Historical population
| Census | Pop. | Note | %± |
|---|---|---|---|
| 1850 | 1,197 |  | — |
| 1860 | 1,816 |  | 51.7% |
| 1870 | 1,673 |  | −7.9% |
| 1880 | 1,731 |  | 3.5% |
| 1890 | 1,415 |  | −18.3% |
| 1900 | 1,374 |  | −2.9% |
| 1910 | 1,168 |  | −15.0% |
| 1920 | 1,055 |  | −9.7% |
| 1930 | 953 |  | −9.7% |
| 1940 | 891 |  | −6.5% |
| 1950 | 848 |  | −4.8% |
| 1960 | 881 |  | 3.9% |
| 1970 | 813 |  | −7.7% |
| 1980 | 816 |  | 0.4% |
| 1990 | 790 |  | −3.2% |
| 2000 | 846 |  | 7.1% |
| 2010 | 906 |  | 7.1% |
| 2020 | 912 |  | 0.7% |

==Communities and locations in Macomb==
- Apple Island - A small island at the southwestern end of Black Lake.

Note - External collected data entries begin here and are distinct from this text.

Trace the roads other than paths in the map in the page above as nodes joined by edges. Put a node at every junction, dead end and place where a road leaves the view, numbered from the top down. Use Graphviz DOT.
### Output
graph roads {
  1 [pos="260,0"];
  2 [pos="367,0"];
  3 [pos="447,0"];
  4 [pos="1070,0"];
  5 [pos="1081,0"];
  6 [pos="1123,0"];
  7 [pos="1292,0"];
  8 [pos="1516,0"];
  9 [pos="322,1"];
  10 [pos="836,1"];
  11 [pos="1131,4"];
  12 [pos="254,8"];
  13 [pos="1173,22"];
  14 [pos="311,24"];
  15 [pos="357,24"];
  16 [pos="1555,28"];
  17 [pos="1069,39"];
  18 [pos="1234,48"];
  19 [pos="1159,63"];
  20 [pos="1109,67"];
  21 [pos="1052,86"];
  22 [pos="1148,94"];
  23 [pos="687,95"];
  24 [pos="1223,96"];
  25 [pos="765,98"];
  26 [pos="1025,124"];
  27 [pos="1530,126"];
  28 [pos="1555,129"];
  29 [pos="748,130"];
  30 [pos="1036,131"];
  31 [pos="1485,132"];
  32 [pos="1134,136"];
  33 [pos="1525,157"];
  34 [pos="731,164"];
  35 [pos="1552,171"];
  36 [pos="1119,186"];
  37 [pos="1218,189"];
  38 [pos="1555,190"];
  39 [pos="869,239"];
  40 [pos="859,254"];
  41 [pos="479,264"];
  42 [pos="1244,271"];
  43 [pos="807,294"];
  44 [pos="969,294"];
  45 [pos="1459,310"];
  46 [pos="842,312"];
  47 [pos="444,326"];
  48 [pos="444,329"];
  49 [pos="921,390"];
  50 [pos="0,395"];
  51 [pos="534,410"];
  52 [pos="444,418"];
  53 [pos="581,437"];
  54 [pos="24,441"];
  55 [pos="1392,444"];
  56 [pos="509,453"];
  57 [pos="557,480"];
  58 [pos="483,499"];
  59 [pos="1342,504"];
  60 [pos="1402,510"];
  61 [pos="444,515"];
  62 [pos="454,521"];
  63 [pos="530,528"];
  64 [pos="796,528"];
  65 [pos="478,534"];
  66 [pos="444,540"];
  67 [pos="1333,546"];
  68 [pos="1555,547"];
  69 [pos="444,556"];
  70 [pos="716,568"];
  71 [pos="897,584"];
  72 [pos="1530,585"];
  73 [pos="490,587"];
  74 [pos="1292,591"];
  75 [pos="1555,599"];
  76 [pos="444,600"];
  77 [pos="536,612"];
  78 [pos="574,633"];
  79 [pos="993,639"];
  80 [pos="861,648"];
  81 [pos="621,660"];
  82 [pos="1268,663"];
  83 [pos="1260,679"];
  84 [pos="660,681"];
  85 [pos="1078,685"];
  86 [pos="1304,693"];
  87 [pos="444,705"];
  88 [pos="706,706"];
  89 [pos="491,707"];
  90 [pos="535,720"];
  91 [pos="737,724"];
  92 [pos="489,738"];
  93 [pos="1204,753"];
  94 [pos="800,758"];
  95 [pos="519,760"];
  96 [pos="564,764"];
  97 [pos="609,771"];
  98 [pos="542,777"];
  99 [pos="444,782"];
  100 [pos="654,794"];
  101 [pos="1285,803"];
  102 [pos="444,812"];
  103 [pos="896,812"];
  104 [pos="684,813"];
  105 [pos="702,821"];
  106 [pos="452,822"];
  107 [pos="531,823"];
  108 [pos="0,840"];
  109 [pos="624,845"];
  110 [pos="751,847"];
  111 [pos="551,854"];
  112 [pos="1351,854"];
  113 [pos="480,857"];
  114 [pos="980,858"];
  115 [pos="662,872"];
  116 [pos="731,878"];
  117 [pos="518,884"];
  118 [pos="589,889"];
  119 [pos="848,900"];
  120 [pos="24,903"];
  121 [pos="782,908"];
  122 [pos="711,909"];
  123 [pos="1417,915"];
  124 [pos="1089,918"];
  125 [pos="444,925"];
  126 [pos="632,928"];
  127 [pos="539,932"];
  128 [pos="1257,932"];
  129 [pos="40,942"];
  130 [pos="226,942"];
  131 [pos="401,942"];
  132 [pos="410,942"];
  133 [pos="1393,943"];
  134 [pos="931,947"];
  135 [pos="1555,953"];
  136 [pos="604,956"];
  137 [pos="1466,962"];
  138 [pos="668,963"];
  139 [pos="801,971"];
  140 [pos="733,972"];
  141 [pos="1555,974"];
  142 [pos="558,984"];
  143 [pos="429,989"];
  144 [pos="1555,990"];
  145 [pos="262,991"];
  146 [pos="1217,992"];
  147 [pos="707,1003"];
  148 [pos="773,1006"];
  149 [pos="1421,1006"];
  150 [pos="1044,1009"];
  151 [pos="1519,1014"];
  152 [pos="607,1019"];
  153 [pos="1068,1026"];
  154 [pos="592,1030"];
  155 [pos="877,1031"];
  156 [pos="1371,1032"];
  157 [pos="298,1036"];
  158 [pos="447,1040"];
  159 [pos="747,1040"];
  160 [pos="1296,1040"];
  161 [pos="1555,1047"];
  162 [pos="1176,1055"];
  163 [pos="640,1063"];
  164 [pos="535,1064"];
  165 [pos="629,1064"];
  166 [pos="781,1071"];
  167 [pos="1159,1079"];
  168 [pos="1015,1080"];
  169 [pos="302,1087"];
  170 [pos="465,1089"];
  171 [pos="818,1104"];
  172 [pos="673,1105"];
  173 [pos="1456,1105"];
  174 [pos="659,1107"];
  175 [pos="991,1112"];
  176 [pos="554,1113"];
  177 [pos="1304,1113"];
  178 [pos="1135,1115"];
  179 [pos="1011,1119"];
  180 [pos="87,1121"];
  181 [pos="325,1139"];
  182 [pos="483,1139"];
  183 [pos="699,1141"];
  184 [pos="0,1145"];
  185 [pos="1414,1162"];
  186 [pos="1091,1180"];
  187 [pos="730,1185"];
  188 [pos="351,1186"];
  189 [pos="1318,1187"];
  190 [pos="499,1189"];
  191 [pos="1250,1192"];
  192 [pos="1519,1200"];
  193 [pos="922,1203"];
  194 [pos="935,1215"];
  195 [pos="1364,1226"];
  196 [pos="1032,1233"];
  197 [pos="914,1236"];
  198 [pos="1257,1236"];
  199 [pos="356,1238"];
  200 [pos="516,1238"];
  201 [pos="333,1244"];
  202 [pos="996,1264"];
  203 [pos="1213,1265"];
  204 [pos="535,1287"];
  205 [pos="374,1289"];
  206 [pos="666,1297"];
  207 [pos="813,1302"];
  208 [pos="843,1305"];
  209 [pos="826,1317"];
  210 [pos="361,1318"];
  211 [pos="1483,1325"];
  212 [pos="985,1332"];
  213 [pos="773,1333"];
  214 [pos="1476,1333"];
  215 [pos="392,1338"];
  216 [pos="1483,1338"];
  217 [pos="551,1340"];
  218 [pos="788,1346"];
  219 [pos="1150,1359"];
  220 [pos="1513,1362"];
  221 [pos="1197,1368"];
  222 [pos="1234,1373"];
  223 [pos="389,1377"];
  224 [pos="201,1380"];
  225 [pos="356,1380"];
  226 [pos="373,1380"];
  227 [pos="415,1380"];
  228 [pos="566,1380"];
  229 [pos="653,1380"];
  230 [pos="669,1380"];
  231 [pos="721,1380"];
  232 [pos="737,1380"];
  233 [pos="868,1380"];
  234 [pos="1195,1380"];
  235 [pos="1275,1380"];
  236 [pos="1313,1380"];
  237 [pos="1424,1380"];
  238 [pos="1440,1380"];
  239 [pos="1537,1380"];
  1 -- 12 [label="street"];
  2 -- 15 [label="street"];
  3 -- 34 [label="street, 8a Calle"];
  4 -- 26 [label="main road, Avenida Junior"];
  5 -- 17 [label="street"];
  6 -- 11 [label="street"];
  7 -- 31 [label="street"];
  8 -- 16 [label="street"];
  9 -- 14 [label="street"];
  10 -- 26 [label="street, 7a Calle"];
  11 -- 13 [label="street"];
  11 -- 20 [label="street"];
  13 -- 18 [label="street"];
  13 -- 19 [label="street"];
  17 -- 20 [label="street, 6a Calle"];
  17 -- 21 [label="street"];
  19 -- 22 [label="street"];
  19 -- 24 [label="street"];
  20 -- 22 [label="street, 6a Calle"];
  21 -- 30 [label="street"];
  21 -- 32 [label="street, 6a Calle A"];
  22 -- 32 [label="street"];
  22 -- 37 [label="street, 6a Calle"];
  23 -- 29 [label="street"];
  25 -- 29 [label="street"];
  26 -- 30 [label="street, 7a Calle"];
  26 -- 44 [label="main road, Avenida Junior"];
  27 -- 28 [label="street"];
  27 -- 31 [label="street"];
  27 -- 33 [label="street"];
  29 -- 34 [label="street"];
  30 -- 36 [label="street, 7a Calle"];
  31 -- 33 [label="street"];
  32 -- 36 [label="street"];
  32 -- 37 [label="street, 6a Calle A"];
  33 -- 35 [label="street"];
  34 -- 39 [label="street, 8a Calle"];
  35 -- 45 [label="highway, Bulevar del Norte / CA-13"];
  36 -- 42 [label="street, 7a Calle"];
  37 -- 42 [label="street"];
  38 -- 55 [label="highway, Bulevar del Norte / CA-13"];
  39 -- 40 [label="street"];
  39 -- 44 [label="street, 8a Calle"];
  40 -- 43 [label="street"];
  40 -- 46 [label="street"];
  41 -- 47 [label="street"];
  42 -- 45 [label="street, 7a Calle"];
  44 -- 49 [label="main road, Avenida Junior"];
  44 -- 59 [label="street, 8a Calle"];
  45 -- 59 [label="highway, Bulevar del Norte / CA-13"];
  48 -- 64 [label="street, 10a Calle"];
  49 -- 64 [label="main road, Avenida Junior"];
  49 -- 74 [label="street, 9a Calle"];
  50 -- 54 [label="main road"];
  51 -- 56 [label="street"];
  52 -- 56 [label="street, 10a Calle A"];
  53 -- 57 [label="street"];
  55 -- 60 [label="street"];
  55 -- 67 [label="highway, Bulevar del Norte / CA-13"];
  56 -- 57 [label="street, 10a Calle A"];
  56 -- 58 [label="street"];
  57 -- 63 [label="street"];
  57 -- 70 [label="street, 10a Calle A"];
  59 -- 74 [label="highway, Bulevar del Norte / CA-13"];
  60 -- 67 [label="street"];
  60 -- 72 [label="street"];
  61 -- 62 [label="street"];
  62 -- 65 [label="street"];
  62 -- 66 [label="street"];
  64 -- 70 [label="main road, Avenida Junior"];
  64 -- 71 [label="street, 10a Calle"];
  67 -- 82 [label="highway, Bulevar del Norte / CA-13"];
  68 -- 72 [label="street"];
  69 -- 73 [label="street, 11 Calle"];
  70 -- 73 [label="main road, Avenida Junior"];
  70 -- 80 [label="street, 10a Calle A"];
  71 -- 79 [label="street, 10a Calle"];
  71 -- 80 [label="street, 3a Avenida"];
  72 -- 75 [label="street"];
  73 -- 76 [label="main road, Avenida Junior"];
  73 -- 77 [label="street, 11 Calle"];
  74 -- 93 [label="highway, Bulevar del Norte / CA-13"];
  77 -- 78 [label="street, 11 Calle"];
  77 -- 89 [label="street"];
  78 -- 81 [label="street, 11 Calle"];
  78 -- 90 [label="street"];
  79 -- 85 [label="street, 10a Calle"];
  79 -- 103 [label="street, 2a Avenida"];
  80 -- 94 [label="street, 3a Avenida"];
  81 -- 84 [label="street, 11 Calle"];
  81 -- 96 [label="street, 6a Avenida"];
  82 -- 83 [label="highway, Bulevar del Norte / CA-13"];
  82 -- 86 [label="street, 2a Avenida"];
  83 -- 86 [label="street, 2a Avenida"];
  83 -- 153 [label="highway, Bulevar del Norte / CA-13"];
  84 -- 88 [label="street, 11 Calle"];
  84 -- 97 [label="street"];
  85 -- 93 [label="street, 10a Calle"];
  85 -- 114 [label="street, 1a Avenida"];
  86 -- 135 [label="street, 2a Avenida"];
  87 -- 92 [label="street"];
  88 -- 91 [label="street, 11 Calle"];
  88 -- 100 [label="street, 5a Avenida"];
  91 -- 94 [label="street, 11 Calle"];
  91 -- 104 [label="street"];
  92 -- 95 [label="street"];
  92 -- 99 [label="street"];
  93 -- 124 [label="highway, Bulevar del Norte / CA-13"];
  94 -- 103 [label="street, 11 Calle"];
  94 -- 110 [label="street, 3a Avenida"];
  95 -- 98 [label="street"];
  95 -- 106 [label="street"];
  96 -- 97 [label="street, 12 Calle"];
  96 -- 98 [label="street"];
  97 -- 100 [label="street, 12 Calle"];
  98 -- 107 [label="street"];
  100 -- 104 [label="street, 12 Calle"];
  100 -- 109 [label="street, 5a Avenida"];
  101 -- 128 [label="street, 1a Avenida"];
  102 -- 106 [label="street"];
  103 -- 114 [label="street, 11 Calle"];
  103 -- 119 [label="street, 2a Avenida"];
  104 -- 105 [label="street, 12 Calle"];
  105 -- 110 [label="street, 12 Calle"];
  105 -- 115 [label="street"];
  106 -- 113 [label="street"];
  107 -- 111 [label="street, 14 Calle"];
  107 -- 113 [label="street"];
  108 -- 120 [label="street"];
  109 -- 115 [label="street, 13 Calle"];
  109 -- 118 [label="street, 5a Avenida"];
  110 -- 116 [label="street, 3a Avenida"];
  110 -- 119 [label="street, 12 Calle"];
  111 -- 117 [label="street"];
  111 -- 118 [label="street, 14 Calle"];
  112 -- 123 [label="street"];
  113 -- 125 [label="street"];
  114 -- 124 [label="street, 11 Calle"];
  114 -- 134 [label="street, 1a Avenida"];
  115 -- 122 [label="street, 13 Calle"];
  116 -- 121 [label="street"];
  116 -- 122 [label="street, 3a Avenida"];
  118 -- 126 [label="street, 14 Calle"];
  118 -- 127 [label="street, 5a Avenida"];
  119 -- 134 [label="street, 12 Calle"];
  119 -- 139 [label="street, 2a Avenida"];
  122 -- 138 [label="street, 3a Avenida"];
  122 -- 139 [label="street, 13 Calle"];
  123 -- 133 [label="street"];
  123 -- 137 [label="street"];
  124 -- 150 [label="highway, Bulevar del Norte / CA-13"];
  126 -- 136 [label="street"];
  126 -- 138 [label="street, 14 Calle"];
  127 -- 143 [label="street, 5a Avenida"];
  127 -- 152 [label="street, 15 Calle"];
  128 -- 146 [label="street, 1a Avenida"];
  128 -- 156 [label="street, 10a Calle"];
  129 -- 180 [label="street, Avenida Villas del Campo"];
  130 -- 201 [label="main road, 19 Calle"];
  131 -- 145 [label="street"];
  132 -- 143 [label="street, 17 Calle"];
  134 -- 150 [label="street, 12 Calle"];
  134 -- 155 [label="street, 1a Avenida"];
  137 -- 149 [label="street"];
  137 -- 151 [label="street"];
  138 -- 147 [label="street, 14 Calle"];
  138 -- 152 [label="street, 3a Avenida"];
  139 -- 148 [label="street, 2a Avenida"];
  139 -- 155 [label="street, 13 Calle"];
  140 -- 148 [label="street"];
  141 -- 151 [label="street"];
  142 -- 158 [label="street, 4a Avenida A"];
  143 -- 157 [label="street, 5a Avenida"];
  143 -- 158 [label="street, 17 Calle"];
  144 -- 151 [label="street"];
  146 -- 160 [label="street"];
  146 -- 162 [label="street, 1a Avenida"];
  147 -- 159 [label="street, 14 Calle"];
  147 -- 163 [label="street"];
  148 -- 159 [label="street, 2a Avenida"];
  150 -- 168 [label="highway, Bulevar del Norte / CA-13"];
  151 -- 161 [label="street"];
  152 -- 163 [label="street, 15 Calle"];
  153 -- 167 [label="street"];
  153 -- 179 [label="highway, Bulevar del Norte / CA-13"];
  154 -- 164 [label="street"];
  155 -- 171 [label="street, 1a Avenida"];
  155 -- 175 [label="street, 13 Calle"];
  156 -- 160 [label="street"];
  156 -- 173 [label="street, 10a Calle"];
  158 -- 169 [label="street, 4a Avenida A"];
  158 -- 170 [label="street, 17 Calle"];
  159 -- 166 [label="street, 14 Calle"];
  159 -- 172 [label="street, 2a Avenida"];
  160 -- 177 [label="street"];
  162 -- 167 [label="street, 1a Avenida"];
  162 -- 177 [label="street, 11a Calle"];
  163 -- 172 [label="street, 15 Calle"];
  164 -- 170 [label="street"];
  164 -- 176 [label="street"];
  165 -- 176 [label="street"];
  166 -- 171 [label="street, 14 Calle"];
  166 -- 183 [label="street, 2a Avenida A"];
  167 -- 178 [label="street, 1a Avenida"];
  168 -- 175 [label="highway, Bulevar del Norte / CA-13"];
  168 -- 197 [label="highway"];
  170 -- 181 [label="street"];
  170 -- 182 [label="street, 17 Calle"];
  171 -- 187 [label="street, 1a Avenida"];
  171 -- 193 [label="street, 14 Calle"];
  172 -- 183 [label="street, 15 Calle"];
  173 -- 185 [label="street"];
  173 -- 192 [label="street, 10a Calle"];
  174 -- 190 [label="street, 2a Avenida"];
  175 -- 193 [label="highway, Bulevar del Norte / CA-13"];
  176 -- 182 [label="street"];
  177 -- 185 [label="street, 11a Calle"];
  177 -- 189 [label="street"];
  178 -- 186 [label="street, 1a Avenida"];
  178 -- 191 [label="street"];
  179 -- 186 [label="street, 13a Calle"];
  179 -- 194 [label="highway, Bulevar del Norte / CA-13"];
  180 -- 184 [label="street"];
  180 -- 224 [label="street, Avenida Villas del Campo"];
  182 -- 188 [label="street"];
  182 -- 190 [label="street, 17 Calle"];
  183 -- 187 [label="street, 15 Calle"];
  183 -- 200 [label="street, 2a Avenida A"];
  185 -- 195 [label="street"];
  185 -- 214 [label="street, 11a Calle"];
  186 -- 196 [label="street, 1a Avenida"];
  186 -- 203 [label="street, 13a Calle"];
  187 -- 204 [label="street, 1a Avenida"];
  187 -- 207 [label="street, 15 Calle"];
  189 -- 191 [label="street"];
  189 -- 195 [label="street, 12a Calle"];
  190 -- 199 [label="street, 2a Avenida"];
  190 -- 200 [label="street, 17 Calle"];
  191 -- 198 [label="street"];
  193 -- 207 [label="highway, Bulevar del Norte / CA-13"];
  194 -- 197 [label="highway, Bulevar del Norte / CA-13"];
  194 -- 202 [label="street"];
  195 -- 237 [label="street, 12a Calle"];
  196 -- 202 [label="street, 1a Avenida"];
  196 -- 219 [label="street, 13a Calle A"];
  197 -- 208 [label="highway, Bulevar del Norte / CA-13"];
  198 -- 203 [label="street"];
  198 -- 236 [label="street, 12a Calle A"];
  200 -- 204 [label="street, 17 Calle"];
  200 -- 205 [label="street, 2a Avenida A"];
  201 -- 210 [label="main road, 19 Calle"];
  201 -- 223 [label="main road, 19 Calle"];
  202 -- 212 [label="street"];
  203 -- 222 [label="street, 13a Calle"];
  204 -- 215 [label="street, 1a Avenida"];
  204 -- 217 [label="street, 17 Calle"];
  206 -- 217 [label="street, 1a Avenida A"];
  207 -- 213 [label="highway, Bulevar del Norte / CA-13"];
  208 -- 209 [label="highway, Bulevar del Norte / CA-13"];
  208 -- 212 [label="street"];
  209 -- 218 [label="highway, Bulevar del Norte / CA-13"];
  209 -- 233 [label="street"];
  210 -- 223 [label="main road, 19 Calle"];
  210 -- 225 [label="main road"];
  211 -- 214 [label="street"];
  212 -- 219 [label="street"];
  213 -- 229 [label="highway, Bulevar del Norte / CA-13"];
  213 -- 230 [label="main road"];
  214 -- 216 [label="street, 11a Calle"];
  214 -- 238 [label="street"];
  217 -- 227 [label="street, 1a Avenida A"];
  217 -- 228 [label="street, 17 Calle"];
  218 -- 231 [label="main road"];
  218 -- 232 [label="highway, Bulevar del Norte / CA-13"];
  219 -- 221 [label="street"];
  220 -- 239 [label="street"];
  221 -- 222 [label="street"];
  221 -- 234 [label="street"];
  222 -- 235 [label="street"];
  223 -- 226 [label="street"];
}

- Booths Island - A small island in Black Lake near the northwestern part of Macomb.
- Brasie Corners - A hamlet on NY-58 in the southern part of the town.
- Fish Creek Wildlife Management Area - A conservation area south of Black Lake.
- Grindstone Bay - A bay at the southwestern end of Black Lake.
- Hickory Lake - A lake in the eastern corner of the town.
- Jennies Island - A small island in Black Lake near the northwestern part of Macomb.
- Mitchell Bay - A small bay on Black Lake near the northwestern part of Macomb.
- Pierces Corners - A location near the southeastern town line at County Roads 7 and 10.
- Pleasant Lake - A lake in the southern part of the town, south of Brasie Corners.
- Pope Mills - A hamlet in the northern part of the town at the junction of NY-58 and 184. The community name is from settler Timothy Pope.
- Ruby Corner - A hamlet near the northwestern town line on NY-58, south of Black Lake.
- Upper Big Bay - A small bay on Black Lake.
- Yellow Lake - The eastern end of the lake is at the western town line.